● **EXERCISE DESCRIPTION**:
Find the lines of the material below that include the string "highway", then copy each one.

● **INPUT RECORDS**:

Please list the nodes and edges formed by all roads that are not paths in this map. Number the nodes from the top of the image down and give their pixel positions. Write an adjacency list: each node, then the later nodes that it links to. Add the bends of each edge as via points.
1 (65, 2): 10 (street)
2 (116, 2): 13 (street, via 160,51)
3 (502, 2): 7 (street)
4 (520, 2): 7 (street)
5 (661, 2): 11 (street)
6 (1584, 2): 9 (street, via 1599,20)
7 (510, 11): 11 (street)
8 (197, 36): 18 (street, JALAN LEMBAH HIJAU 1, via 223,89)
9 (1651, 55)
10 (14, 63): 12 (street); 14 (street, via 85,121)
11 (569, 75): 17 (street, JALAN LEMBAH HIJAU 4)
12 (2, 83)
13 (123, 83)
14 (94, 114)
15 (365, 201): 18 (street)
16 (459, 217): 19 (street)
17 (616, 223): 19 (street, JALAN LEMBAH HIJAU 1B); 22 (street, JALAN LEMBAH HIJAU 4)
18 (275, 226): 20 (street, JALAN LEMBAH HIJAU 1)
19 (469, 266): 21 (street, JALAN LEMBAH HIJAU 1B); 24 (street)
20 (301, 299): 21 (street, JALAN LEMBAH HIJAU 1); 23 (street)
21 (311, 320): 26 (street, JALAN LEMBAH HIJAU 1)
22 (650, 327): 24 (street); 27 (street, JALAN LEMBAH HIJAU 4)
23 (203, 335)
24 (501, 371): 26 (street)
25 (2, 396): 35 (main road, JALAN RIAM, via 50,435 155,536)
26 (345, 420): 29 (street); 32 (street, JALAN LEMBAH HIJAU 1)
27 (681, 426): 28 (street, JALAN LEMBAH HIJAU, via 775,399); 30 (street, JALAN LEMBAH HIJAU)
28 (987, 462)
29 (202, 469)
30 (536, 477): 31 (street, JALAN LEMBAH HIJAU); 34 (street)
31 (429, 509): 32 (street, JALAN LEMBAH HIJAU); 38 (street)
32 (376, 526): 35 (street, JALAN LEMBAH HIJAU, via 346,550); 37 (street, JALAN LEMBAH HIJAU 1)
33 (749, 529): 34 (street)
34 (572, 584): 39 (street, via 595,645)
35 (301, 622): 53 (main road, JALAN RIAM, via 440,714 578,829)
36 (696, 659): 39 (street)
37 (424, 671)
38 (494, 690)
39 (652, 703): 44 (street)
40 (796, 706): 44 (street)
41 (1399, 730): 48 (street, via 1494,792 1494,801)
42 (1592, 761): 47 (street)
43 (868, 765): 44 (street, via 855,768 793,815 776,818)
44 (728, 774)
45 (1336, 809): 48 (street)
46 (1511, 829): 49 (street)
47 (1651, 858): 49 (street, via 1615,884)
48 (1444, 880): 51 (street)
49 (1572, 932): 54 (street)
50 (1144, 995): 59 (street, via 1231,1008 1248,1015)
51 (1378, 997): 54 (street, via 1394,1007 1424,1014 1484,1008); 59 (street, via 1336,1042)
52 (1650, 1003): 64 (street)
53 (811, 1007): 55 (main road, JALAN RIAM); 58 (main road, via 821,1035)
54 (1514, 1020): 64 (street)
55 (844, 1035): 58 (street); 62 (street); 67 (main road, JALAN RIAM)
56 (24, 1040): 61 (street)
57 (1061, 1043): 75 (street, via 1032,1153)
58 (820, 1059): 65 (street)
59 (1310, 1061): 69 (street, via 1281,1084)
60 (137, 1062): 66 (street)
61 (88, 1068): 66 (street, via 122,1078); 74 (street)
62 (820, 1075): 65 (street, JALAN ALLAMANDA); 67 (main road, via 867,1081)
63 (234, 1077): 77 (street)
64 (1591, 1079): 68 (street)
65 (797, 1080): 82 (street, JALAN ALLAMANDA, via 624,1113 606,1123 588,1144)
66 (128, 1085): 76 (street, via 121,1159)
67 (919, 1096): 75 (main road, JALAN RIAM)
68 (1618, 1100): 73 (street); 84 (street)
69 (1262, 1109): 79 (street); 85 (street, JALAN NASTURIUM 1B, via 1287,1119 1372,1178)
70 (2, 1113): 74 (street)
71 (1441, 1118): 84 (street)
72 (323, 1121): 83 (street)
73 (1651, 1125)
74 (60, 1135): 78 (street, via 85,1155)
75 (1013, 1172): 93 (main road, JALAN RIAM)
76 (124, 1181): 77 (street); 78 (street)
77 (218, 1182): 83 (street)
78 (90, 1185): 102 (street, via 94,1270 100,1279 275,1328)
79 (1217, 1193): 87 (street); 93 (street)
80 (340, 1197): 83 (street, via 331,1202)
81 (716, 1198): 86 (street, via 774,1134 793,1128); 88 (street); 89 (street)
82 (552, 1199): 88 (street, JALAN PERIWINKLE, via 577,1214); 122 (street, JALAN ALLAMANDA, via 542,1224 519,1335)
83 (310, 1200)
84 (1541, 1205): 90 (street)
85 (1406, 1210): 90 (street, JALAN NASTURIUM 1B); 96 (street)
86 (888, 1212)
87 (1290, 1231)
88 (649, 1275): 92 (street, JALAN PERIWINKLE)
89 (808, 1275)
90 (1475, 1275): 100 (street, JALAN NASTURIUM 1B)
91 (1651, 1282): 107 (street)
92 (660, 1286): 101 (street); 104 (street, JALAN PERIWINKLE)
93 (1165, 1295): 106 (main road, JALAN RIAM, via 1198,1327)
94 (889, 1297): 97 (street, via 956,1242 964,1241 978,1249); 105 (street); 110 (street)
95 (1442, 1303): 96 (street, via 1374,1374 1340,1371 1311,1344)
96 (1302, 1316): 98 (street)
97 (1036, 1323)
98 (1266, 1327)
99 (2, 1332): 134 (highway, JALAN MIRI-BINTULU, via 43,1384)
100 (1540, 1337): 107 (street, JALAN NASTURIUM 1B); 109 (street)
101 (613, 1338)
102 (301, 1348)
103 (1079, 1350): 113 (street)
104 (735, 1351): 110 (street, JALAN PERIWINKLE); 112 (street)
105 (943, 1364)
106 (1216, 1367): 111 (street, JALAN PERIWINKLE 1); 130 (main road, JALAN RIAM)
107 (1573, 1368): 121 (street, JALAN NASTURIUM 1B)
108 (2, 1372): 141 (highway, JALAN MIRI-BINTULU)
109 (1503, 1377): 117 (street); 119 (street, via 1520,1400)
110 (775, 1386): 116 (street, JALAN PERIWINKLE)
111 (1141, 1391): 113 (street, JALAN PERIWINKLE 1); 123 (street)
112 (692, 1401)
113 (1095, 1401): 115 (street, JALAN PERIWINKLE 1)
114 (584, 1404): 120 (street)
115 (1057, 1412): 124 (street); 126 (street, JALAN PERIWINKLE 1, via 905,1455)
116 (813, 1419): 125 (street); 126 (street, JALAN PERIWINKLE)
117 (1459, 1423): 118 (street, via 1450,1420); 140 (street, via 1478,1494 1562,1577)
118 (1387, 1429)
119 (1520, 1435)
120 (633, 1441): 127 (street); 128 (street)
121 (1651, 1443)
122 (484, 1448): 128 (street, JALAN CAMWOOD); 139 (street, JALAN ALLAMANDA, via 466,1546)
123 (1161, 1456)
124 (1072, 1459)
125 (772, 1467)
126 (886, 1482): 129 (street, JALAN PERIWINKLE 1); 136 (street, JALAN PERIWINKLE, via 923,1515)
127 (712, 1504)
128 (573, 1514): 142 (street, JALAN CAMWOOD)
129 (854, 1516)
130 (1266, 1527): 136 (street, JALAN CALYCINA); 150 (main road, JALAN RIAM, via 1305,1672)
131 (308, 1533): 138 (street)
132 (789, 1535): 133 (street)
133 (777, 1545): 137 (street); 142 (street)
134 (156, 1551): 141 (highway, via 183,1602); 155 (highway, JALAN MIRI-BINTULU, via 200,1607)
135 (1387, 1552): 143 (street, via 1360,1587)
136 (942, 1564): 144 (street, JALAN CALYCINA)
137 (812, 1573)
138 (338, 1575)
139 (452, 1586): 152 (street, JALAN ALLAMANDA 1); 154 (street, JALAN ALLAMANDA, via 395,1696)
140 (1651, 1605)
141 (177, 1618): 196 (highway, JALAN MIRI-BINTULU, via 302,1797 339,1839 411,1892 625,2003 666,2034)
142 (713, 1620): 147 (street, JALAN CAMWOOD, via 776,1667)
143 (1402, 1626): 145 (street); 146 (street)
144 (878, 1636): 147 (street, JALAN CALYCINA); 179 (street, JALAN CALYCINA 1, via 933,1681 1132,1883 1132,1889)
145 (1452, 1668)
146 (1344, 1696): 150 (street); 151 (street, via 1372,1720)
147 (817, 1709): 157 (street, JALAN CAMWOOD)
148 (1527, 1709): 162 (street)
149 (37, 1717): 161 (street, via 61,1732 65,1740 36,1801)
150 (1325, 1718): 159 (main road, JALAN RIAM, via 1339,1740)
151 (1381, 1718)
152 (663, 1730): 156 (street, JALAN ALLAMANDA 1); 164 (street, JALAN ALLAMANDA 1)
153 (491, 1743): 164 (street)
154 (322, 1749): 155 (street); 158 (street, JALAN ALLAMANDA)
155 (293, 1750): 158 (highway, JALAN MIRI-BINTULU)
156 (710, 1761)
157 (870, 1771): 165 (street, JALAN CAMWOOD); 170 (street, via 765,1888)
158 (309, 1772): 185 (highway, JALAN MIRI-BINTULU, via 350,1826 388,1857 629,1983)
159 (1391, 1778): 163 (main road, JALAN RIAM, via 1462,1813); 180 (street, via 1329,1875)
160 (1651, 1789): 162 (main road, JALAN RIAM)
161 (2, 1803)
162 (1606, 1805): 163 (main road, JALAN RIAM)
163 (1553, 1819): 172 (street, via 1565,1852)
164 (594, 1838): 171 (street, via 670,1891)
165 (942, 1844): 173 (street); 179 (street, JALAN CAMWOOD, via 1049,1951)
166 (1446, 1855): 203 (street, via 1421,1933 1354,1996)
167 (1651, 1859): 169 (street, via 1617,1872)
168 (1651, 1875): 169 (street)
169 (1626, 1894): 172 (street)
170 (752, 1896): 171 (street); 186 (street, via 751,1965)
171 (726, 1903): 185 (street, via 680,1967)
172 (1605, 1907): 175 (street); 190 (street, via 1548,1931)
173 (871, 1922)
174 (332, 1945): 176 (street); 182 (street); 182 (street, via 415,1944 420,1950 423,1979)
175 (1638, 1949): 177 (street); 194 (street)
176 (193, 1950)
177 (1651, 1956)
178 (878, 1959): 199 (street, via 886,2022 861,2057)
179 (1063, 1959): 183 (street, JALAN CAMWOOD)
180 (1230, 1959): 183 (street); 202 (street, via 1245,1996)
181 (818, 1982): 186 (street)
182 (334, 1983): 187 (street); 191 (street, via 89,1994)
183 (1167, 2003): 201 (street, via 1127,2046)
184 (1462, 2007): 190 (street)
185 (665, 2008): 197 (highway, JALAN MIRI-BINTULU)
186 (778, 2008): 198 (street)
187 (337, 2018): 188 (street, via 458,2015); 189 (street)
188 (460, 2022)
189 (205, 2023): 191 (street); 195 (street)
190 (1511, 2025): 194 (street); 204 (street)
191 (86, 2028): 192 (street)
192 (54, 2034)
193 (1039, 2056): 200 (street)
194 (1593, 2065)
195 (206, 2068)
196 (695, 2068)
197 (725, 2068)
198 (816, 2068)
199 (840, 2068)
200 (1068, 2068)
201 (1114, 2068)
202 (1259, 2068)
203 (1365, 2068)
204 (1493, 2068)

● **REPLY TO THE EXERCISE**:
99 (2, 1332): 134 (highway, JALAN MIRI-BINTULU, via 43,1384)
108 (2, 1372): 141 (highway, JALAN MIRI-BINTULU)
134 (156, 1551): 141 (highway, via 183,1602); 155 (highway, JALAN MIRI-BINTULU, via 200,1607)
141 (177, 1618): 196 (highway, JALAN MIRI-BINTULU, via 302,1797 339,1839 411,1892 625,2003 666,2034)
155 (293, 1750): 158 (highway, JALAN MIRI-BINTULU)
158 (309, 1772): 185 (highway, JALAN MIRI-BINTULU, via 350,1826 388,1857 629,1983)
185 (665, 2008): 197 (highway, JALAN MIRI-BINTULU)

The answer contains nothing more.